Unidivers vous a présenté le film consacré à Salgado par Wim Wenders (voir notre article). Parmi les livres évoqués dans ce film figure le dernier ouvrage du photographe brésilien, publié il y a un an, « Génésis ». Cet ouvrage qui fait toujours la une des ventes en cette fin d’année mérite son succès. Mieux qu’un cadeau de Noël, un ouvrage de référence. Un hymne par Sebastiao Salgado Genesis ou… que la terre est belle !
Ce livre est d’abord un objet, un objet magnifique, lourd et épais comme l’est cet énorme travail du photographe brésilien. Huit mois par an, pendant huit ans, de pérégrinations dans 26 pays de la planète ont été nécessaires à Sebastião Salgado pour réaliser ce travail démesuré sur les paysages, la faune, la flore et les tribus vivant encore à l’écart du monde.
Succédant à « EXODES », un travail, là aussi monumental, qui l’avait amené à traduire la misère de l’Homme dans des pays émergents, l’artiste brésilien a posé cette fois-ci son regard de photographe sur la « Nature » avec l’idée qu’il agissait avec le regard du premier homme sur la terre.
Lui, qui précise qu’il n’avait jamais photographié de paysages, mais seulement des hommes dans leur environnement, a voulu réaliser un hymne à la Terre (« ma lettre d’amour à la planète » précise l’édition anglaise), d’autant plus nécessaire et urgent à ses yeux qu’il fut profondément et violemment touché par la déforestation de la propriété familiale au sud du Brésil. « Photographie et écologie sont pour moi indissociables », écrit-il. Tout ici est au service du beau et les critiques nombreuses sur l’esthétisme de Salgado qui l’accusent d’utiliser la misère humaine et de rendre belles des situations humaines dramatiques ne peuvent être évoquées ici. « Genesis » ne parle, ne montre, n’évoque que la seule beauté du monde, beauté conçue comme un vaste plaidoyer pour protéger la nature.
Si vous avez la chance (car vous avez déjà connu des moments de bonheur) de connaître l’œuvre de Salgado, vous serez dès les premières pages en terrain connu. Les noirs profonds, les contrastes forts parfois violents, les contre-jours, les tirages spécifiques qui exploitent cette vision des choses et des êtres explosent comme à chaque fois devant notre regard. Et puis il y a LA lumière, véritable sujet des photos de Salgado ! La lumière ! Magnifique lumière. La queue de la baleine plongeant vers les abysses, pourtant des millions de fois photographiée, est ici ainsi sublimée et magnifiée par cet éclairage transformant l’animal vivant en une sculpture marmoréenne aux mille reflets.
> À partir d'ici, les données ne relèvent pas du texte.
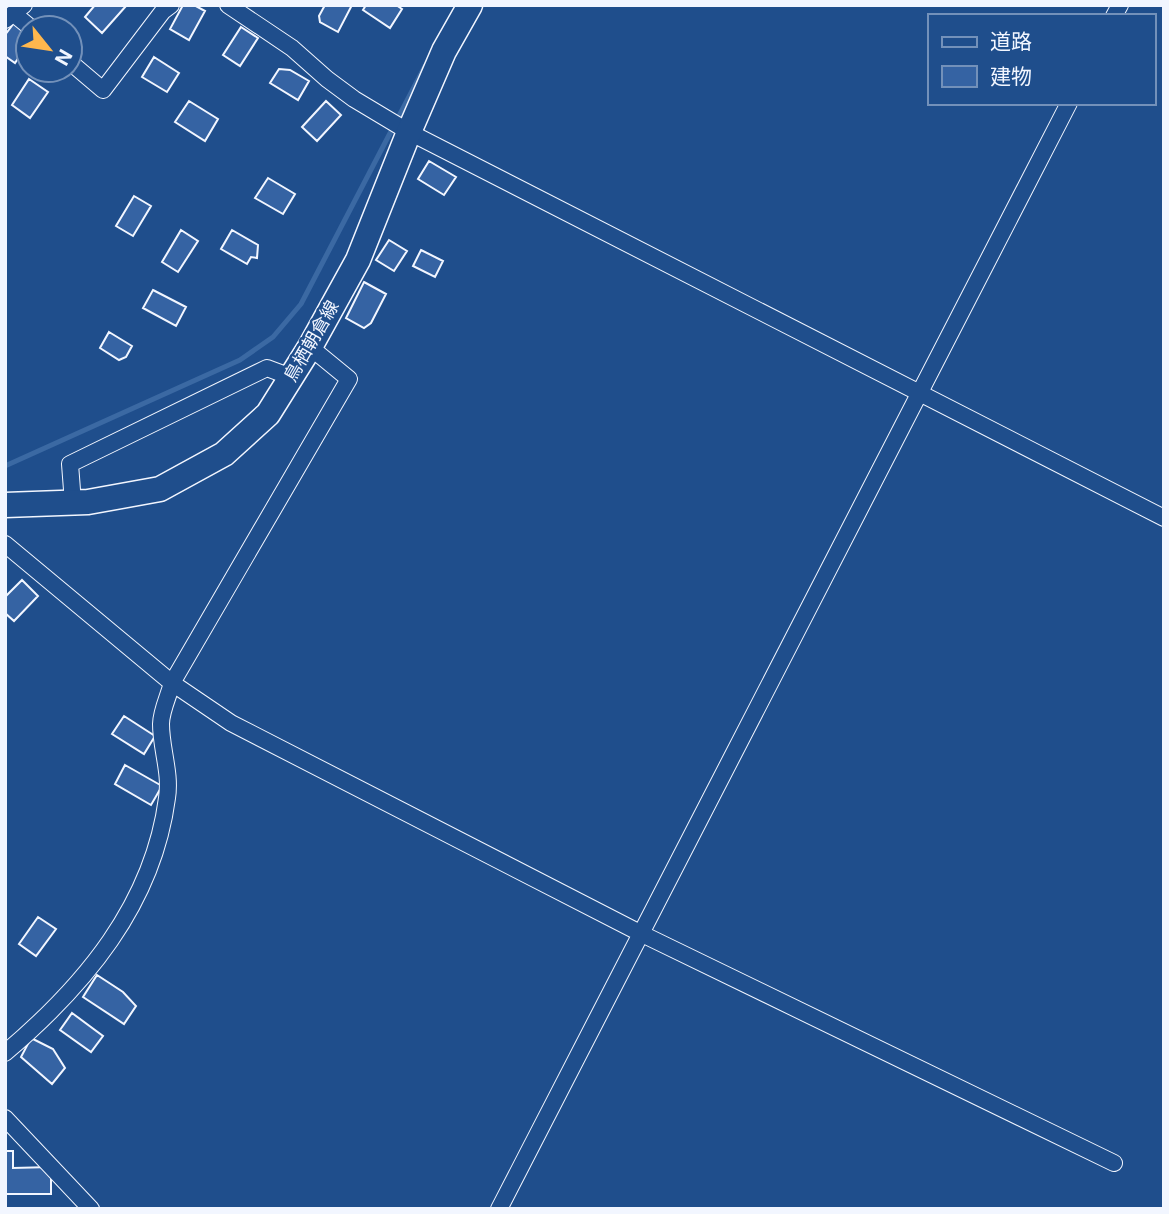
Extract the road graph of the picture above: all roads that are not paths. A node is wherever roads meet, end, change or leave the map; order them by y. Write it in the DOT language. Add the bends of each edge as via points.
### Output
graph roads {
  1 [pos="172,5"];
  2 [pos="228,5"];
  3 [pos="471,5"];
  4 [pos="84,74"];
  5 [pos="1068,105"];
  6 [pos="409,132"];
  7 [pos="310,346"];
  8 [pos="291,377"];
  9 [pos="919,394"];
  10 [pos="73,503"];
  11 [pos="5,506"];
  12 [pos="1164,518"];
  13 [pos="5,544"];
  14 [pos="172,683"];
  15 [pos="642,934"];
  16 [pos="5,1053"];
  17 [pos="5,1118"];
  18 [pos="1114,1163"];
  19 [pos="92,1209"];
  20 [pos="499,1209"];
  1 -- 4 [label="street" via="103,90"];
  2 -- 6 [label="street" via="292,48 354,99"];
  3 -- 6 [label="main road, 鳥栖朝倉線" via="444,51"];
  5 -- 9 [label="street"];
  6 -- 7 [label="main road, 鳥栖朝倉線" via="358,260"];
  6 -- 9 [label="street"];
  7 -- 8 [label="main road, 鳥栖朝倉線"];
  7 -- 14 [label="street" via="349,379"];
  8 -- 10 [label="main road, 鳥栖朝倉線" via="268,414 224,454 160,489"];
  8 -- 10 [label="street" via="267,368 70,464"];
  9 -- 12 [label="street"];
  9 -- 15 [label="street"];
  10 -- 11 [label="main road, 鳥栖朝倉線"];
  13 -- 14 [label="street"];
  14 -- 15 [label="street" via="231,723"];
  14 -- 16 [label="street" via="160,721 169,787 163,826 138,894 79,984"];
  15 -- 18 [label="street"];
  15 -- 20 [label="street"];
  17 -- 19 [label="street"];
}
Si vous avez la chance (car vous allez vivre de grands moments de bonheur) de ne pas encore connaître l’œuvre de Salgado, vous découvrirez aussi ce que l’on évoque moins au sujet de ses photos, mais qui est aussi essentiel : son angle de vue et son cadrage particuliers. Ainsi d’un morceau de glacier, là encore sujet mille fois photographié, qu’il transforme en une prodigieuse cathédrale avec son arche rendant cette vision quasi miraculeuse et dont Dominique Issermann s’interroge « comment a-t-il fait pour être dans le parfait angle de vue ?». De même le regard d’un phoque pris à quelques centimètres de son museau transfigure, par sa proximité, un sujet banal en une véritable « Pieta ». Est ainsi révélée également une dimension essentielle du travail de l’artiste : la nécessité de prendre son temps : « le temps est la pierre angulaire de mon travail.(,,,) Il faut un temps pour la photographie, un temps pour marcher, pour comprendre la rationalité du monde vivant dans son entier ». Et, plus prosaïquement, le temps pour se familiariser avec le phoque (un jour d’approche au ras du sol) et atteindre cette vision unique. Alors le qualificatif de photo journaliste ne semble pas trop correspondre au travail de Salgado qui réalise là une œuvre intemporelle d’une force et d’une beauté exceptionnelle. Salgado ou Adam doté d’un appareil photo.
Usé, épuisé par quarante ans de photographie de misère et de malheurs humains, Salgado s’est offert huit années de respiration. Comme le domaine familial qui a repris vie grâce à ses efforts et à ceux de Lélia son épouse, Salgado a retrouvé des racines. À soixante-dix ans, il atteint là, avec ses boîtiers désormais numériques, mais dont les fichiers sont retraduits en négatifs argentiques, une forme de sagesse et de plénitude.
Au moment des fêtes ce livre constitue un superbe cadeau qui n’aura pas vocation à caler une commode ou à faire joli sur une table de salon, mais à donner une formidable envie de vivre et de voyager.